## THE PROBLEM
Could the data below please be reproduced word for word, without the pictures?

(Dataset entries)
Content starts

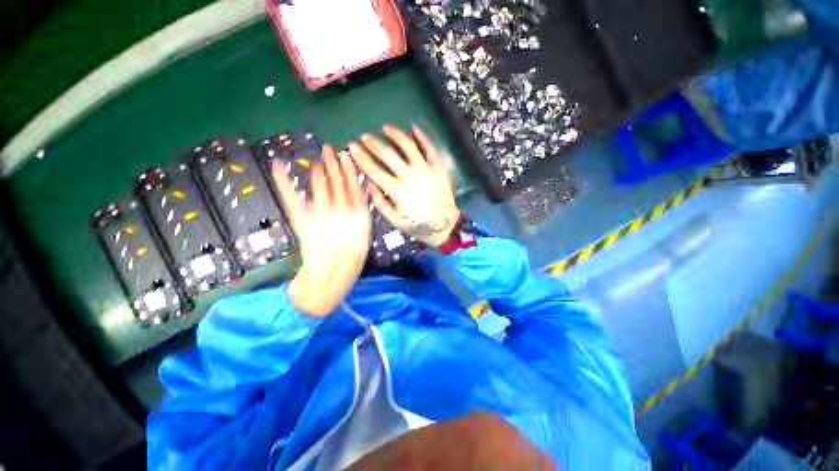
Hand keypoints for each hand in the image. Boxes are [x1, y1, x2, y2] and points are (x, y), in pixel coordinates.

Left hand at [272, 146, 371, 316]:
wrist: (331, 277)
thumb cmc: (352, 260)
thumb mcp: (366, 237)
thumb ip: (363, 215)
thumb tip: (359, 194)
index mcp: (359, 216)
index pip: (354, 187)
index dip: (350, 170)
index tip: (347, 155)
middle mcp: (342, 212)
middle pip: (337, 183)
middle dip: (333, 164)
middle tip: (329, 149)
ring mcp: (321, 215)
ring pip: (320, 186)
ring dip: (318, 170)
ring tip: (317, 158)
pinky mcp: (303, 221)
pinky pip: (293, 198)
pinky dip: (285, 181)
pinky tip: (279, 165)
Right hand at [349, 125, 459, 247]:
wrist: (445, 226)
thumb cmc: (417, 224)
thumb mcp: (394, 219)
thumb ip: (379, 201)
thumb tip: (369, 181)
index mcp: (397, 191)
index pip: (374, 170)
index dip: (361, 157)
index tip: (352, 147)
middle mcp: (410, 177)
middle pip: (388, 155)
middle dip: (373, 144)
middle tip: (365, 136)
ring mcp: (426, 170)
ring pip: (408, 146)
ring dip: (396, 134)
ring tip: (386, 128)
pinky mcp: (438, 168)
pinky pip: (430, 149)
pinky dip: (422, 137)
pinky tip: (414, 128)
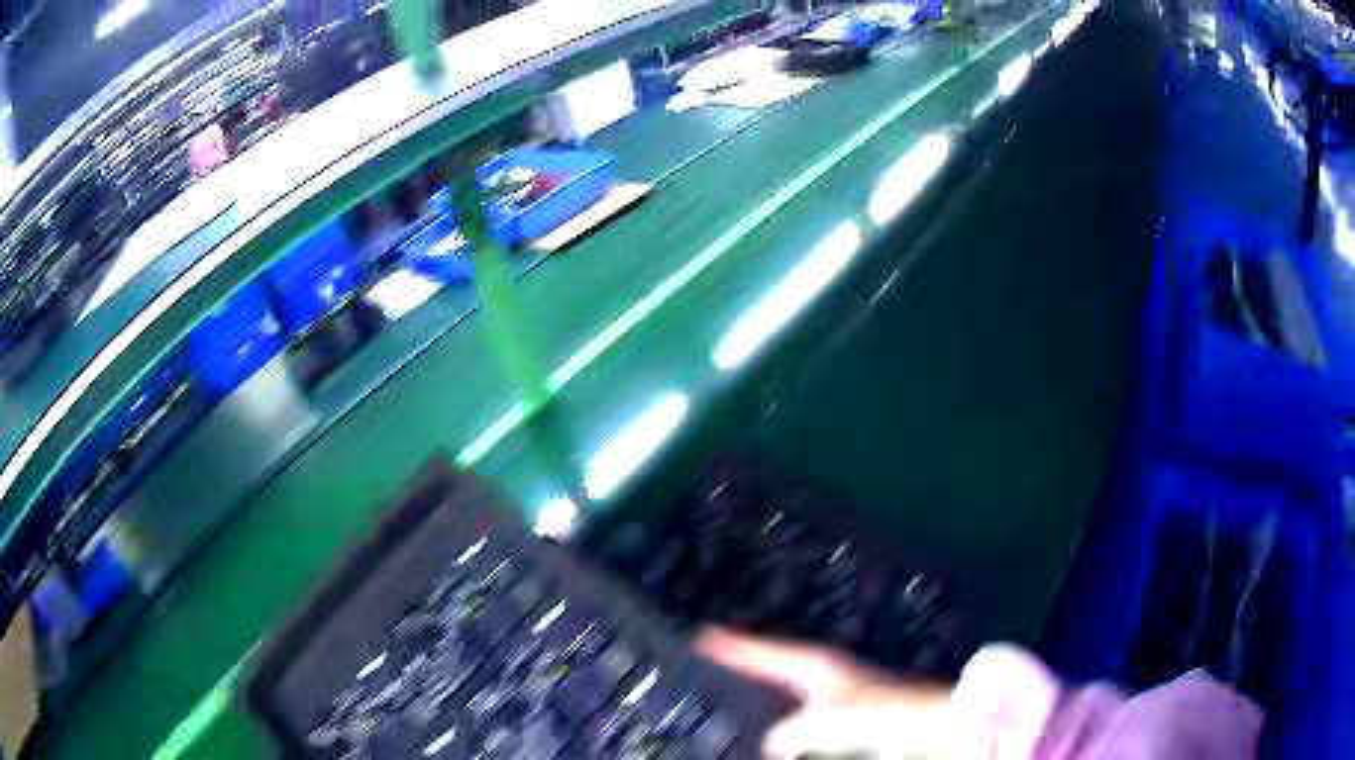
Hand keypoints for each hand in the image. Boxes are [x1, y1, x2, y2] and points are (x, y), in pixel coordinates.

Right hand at [695, 628, 953, 758]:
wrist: (931, 725)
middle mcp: (822, 679)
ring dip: (758, 701)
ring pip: (782, 697)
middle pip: (770, 670)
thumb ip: (797, 728)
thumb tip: (772, 743)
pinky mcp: (840, 721)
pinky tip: (772, 742)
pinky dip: (779, 727)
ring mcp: (831, 700)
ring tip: (729, 706)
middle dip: (741, 669)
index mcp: (817, 667)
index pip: (765, 651)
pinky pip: (796, 722)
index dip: (734, 645)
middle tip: (709, 668)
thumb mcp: (835, 717)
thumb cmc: (887, 711)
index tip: (703, 636)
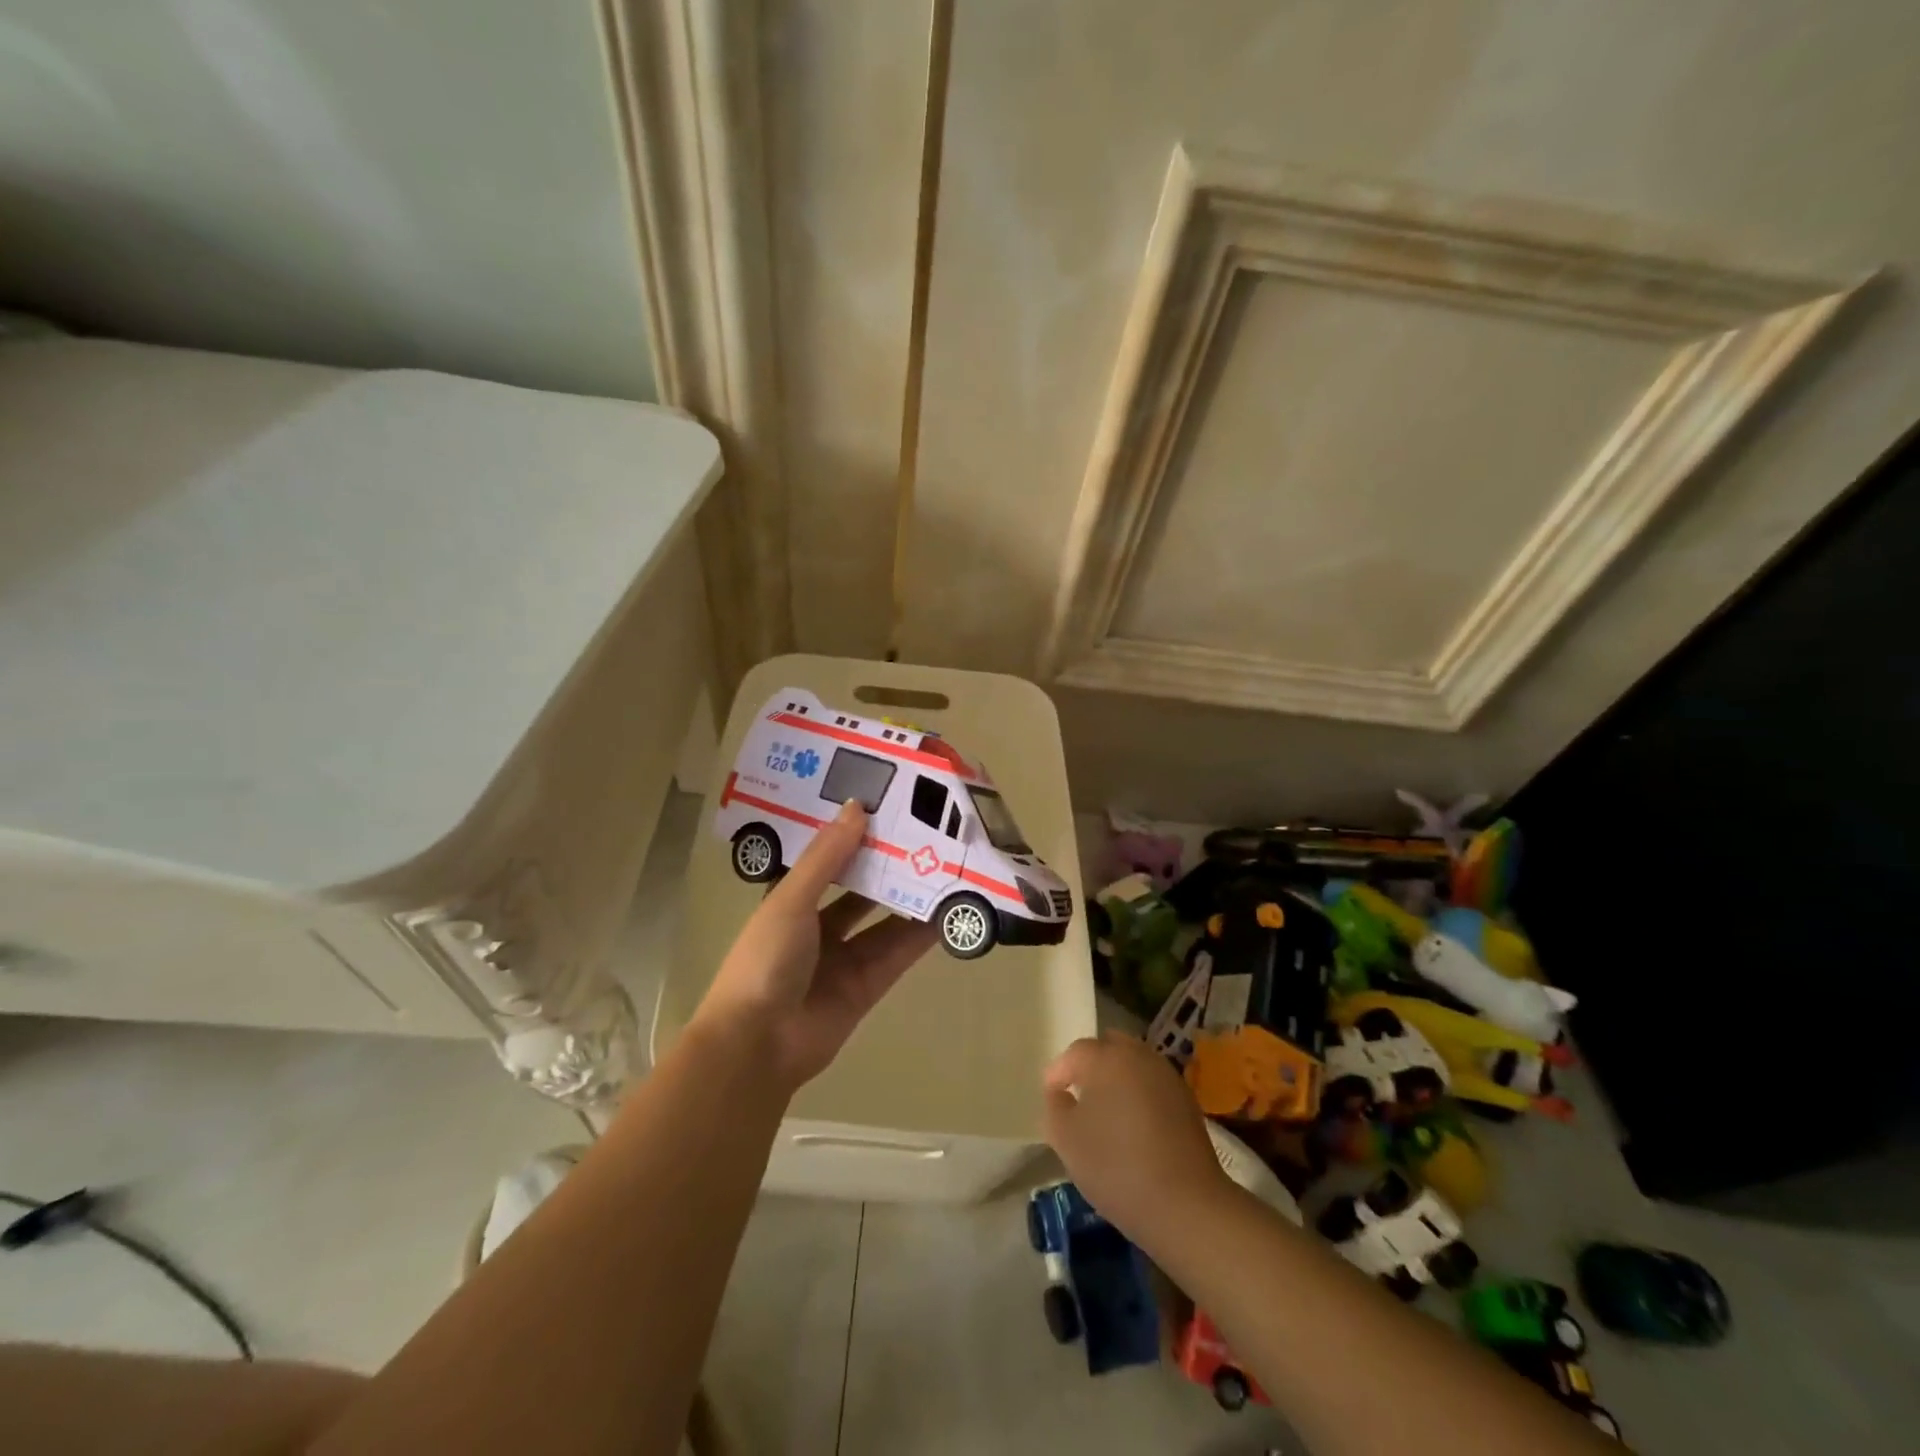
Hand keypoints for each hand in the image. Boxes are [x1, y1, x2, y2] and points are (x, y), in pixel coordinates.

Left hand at [693, 801, 938, 1091]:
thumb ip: (826, 857)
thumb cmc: (764, 961)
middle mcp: (819, 927)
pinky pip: (899, 953)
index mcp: (792, 902)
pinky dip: (922, 935)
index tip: (886, 808)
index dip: (854, 837)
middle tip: (928, 835)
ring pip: (886, 921)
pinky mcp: (868, 986)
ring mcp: (845, 958)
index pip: (828, 861)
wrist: (757, 1045)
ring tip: (948, 867)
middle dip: (890, 866)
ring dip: (912, 898)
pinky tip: (949, 911)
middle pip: (862, 890)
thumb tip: (857, 807)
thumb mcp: (791, 900)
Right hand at [1043, 1031, 1233, 1248]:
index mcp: (1106, 1058)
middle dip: (1091, 1067)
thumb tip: (1061, 1094)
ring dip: (1117, 1080)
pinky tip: (1136, 1128)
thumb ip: (1055, 1107)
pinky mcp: (1187, 1100)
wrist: (1186, 1204)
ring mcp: (1167, 1076)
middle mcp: (1138, 1056)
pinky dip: (1140, 1096)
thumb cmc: (1116, 1166)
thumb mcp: (1066, 1140)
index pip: (1074, 1053)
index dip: (1058, 1073)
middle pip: (1108, 1048)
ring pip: (1133, 1065)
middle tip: (1080, 1097)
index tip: (1052, 1097)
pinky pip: (1152, 1085)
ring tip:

Content ends

## ANSWER BOX
Hand keypoints for each hand in the image. Boxes are [x1, y1, x2, y2] and points are (x, y), in pixel coordinates.

Left hand at [272, 146, 371, 316]:
wrist: (331, 277)
thumb cmc: (352, 260)
thumb mcp: (366, 237)
thumb ip: (363, 215)
thumb tip: (359, 194)
index mcp: (359, 216)
index pip: (354, 187)
index dip: (350, 170)
index tip: (347, 155)
middle mcp: (342, 212)
middle pip: (337, 183)
middle dip: (333, 164)
middle tip: (329, 149)
ring mcp: (321, 215)
ring pip: (320, 186)
ring dip: (318, 170)
ring tip: (317, 158)
pinky mcp: (303, 221)
pinky pip: (293, 198)
pinky dip: (285, 181)
pinky tip: (279, 165)
Right hand at [349, 125, 459, 247]:
wrist: (445, 226)
thumb cmc: (417, 224)
thumb mcp: (394, 219)
thumb ip: (379, 201)
thumb tip: (369, 181)
index mcp: (397, 191)
index pip: (374, 170)
index dip: (361, 157)
index tip: (352, 147)
middle mcp: (410, 177)
middle pip: (388, 155)
middle dip: (373, 144)
middle tip: (365, 136)
ring mcp: (426, 170)
ring pip: (408, 146)
ring dip: (396, 134)
ring tip: (386, 128)
pinky mcp: (438, 168)
pinky pip: (430, 149)
pinky dip: (422, 137)
pinky tip: (414, 128)
Hand keypoints for each hand in the image. Boxes are [x1, y1, x2, y2] and points are (x, y), in pixel coordinates.

Right hand at [695, 628, 953, 758]:
wrist: (931, 725)
middle mcp: (822, 679)
ring dip: (758, 701)
ring pip: (782, 697)
middle pip: (770, 670)
thumb ip: (797, 728)
thumb tip: (772, 743)
pinky mcp: (840, 721)
pinky tip: (772, 742)
pinky dip: (779, 727)
ring mcp: (831, 700)
ring tip: (729, 706)
middle dip: (741, 669)
index mcp: (817, 667)
index pip: (765, 651)
pinky pip: (796, 722)
index dip: (734, 645)
middle tip: (709, 668)
thumb mcp: (835, 717)
thumb cmc: (887, 711)
index tip: (703, 636)
Hand keypoints for each hand in the image. Boxes are [x1, y1, x2, y2] and points are (x, y), in pixel coordinates.

Left hand at [693, 801, 938, 1091]:
thumb ip: (826, 857)
thumb cmc: (764, 961)
middle mcp: (819, 927)
pinky pip: (899, 953)
index mcp: (792, 902)
pinky dip: (922, 935)
index tip: (886, 808)
index dip: (854, 837)
middle tip: (928, 835)
ring pip: (886, 921)
pinky mcp: (868, 986)
ring mcp: (845, 958)
index pip: (828, 861)
wrist: (757, 1045)
ring tip: (948, 867)
middle dip: (890, 866)
ring dip: (912, 898)
pinky tip: (949, 911)
middle pip: (862, 890)
thumb tip: (857, 807)
thumb mcp: (791, 900)
Right hand at [1043, 1031, 1233, 1248]:
index mcp: (1106, 1058)
middle dip: (1091, 1067)
thumb tip: (1061, 1094)
ring dip: (1117, 1080)
pinky tip: (1136, 1128)
thumb ip: (1055, 1107)
pinky mcp: (1187, 1100)
wrist: (1186, 1204)
ring mcp: (1167, 1076)
middle mcp: (1138, 1056)
pinky dip: (1140, 1096)
thumb cmc: (1116, 1166)
thumb mcp: (1066, 1140)
index pip: (1074, 1053)
index dip: (1058, 1073)
middle pip: (1108, 1048)
ring pip: (1133, 1065)
middle tip: (1080, 1097)
index tip: (1052, 1097)
pinky pip: (1152, 1085)
ring tip:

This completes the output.